### [DATA SECTION]
----

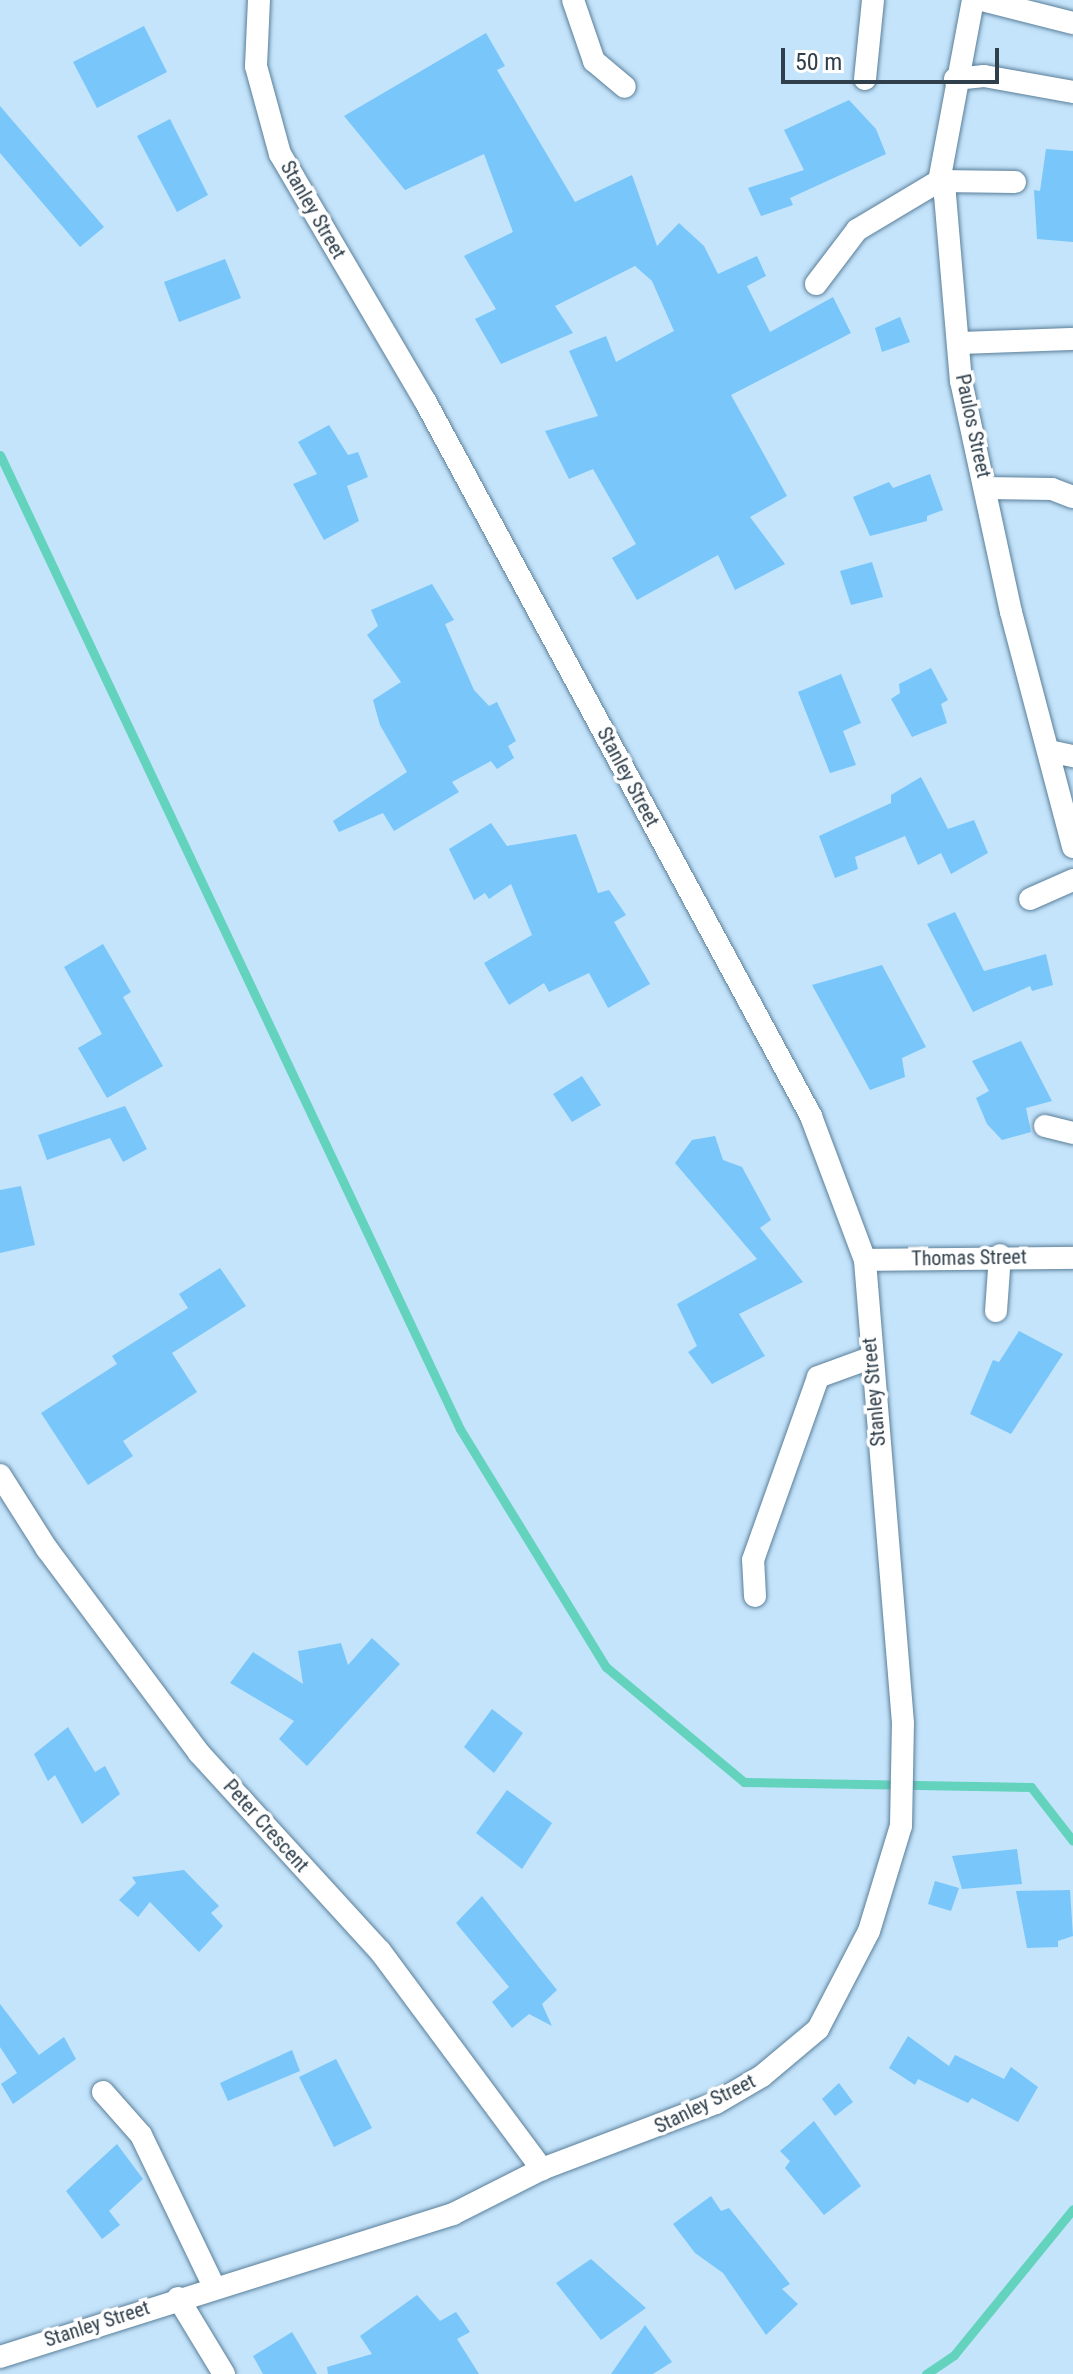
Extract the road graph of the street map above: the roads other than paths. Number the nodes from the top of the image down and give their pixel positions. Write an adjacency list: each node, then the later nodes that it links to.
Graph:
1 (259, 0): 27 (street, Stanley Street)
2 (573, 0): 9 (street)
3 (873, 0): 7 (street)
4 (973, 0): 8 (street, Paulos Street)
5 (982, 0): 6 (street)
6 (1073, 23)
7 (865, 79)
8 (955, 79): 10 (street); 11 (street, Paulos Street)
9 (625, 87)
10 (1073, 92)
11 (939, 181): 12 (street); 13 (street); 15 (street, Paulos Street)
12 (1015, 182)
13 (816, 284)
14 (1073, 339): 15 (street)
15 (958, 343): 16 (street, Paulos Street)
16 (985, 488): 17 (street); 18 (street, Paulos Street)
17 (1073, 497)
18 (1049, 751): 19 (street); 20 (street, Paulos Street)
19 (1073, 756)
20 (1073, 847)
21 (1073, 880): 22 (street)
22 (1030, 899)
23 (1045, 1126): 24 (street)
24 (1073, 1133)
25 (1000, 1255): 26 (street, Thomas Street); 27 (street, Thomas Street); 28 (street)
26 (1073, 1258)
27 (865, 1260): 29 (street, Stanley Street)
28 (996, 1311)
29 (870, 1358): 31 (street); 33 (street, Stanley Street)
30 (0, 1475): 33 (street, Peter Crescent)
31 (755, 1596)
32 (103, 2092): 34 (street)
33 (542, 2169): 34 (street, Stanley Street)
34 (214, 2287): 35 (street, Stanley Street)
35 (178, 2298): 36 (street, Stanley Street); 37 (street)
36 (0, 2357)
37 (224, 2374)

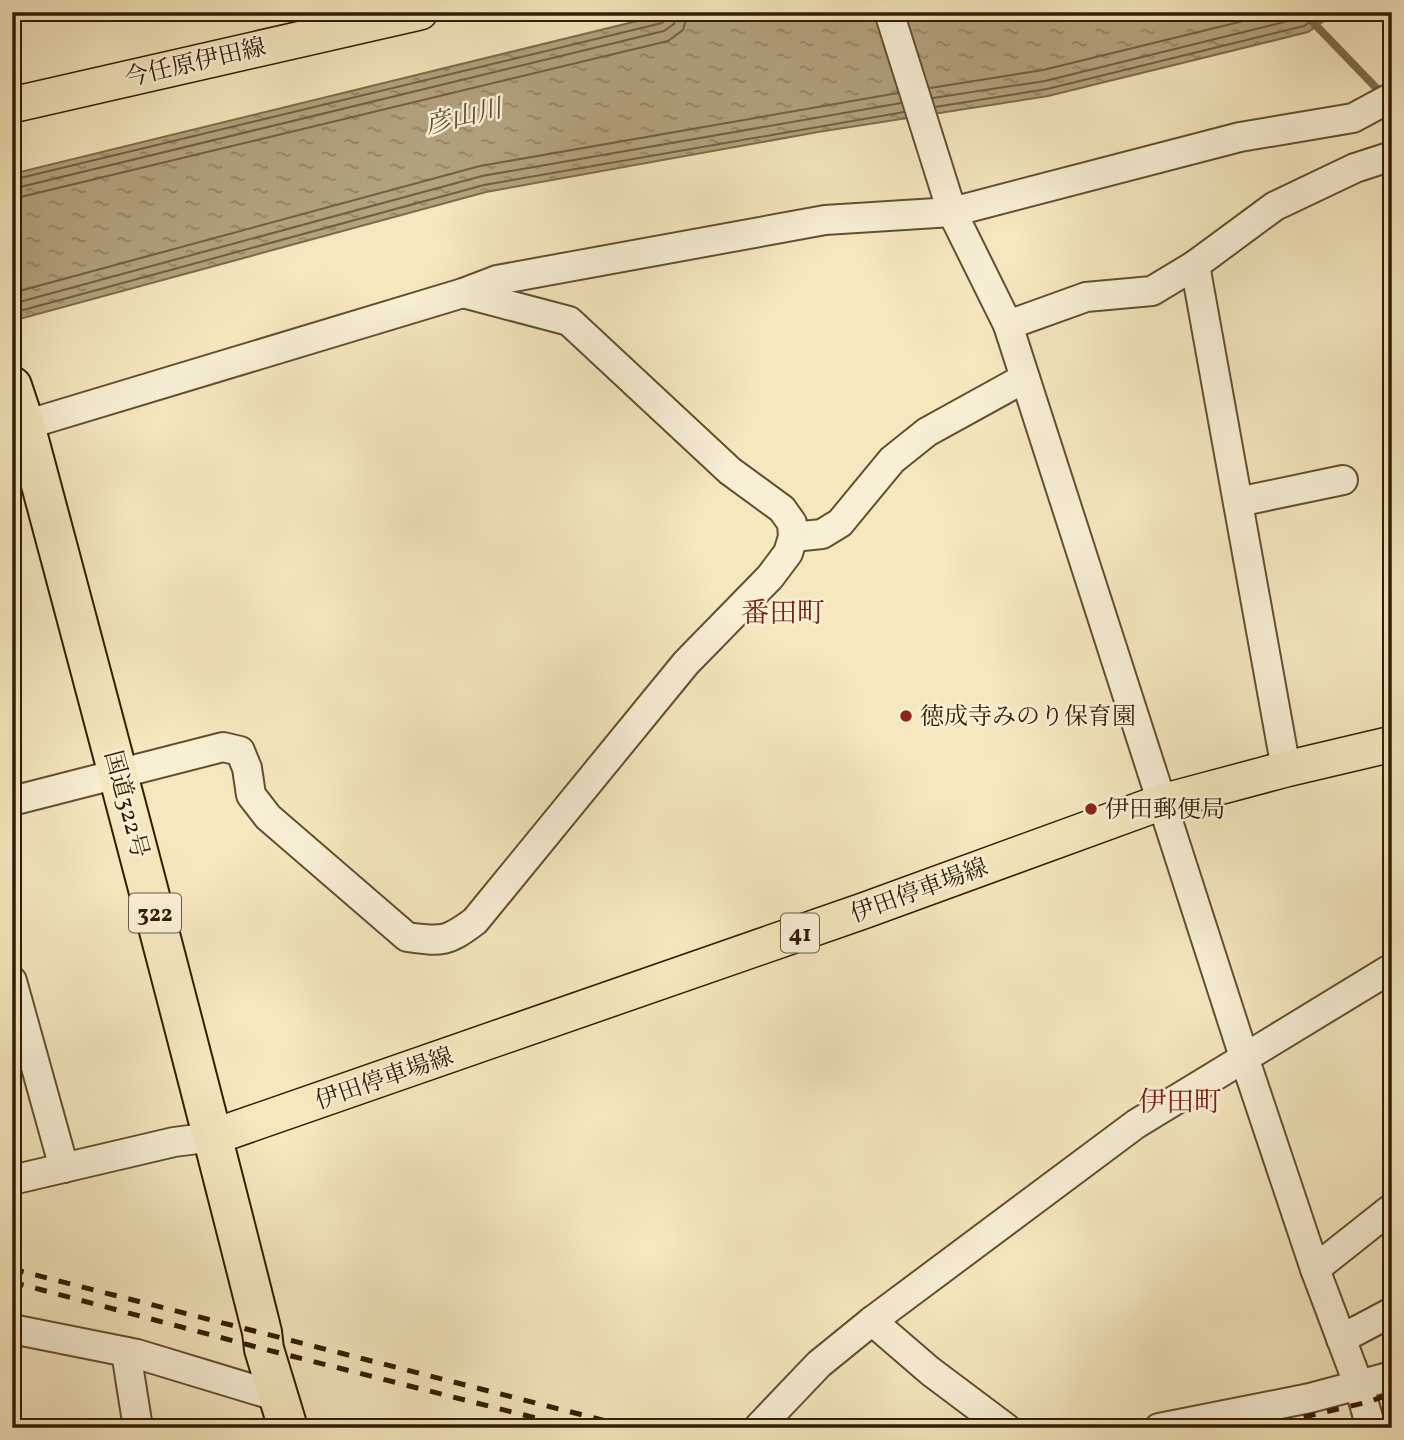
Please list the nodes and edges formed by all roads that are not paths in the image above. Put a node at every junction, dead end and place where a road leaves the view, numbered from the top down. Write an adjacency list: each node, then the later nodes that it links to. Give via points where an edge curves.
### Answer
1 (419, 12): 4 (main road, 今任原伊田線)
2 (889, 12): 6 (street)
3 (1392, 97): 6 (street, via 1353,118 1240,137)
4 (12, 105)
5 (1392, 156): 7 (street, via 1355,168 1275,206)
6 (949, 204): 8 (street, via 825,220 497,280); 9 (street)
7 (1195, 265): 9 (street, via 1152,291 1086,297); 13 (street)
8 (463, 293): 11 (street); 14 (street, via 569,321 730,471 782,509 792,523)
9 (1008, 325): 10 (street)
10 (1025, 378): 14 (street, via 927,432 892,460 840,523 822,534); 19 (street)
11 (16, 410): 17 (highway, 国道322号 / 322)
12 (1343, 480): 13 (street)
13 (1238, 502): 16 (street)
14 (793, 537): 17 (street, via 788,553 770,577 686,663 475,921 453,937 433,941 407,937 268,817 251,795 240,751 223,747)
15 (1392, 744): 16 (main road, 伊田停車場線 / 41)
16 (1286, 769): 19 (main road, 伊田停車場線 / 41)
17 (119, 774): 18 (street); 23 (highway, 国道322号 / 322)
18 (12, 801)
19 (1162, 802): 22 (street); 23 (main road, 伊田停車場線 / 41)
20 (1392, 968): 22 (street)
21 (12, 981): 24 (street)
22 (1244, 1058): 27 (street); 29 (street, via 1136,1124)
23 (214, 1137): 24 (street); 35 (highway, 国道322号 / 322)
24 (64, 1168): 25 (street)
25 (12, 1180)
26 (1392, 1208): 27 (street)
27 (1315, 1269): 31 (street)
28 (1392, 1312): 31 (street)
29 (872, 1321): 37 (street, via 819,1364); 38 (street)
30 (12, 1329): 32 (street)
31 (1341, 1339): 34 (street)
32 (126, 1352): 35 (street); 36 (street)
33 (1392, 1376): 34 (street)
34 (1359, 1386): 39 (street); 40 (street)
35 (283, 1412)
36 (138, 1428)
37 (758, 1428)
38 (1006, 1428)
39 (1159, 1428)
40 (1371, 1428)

----

### [EXERCISE]
Wherever the string "Write" appears in the entries, copy that line.

### [SOLUTION TO THIS PROBLEM]
Extract the road graph of the street map above: the roads other than paths. Number the nodes from the top of the image down and give their pixel positions. Write an adjacency list: each node, then the later nodes that it links to.
Please list the nodes and edges formed by all roads that are not paths in the image above. Put a node at every junction, dead end and place where a road leaves the view, numbered from the top down. Write an adjacency list: each node, then the later nodes that it links to. Give via points where an edge curves.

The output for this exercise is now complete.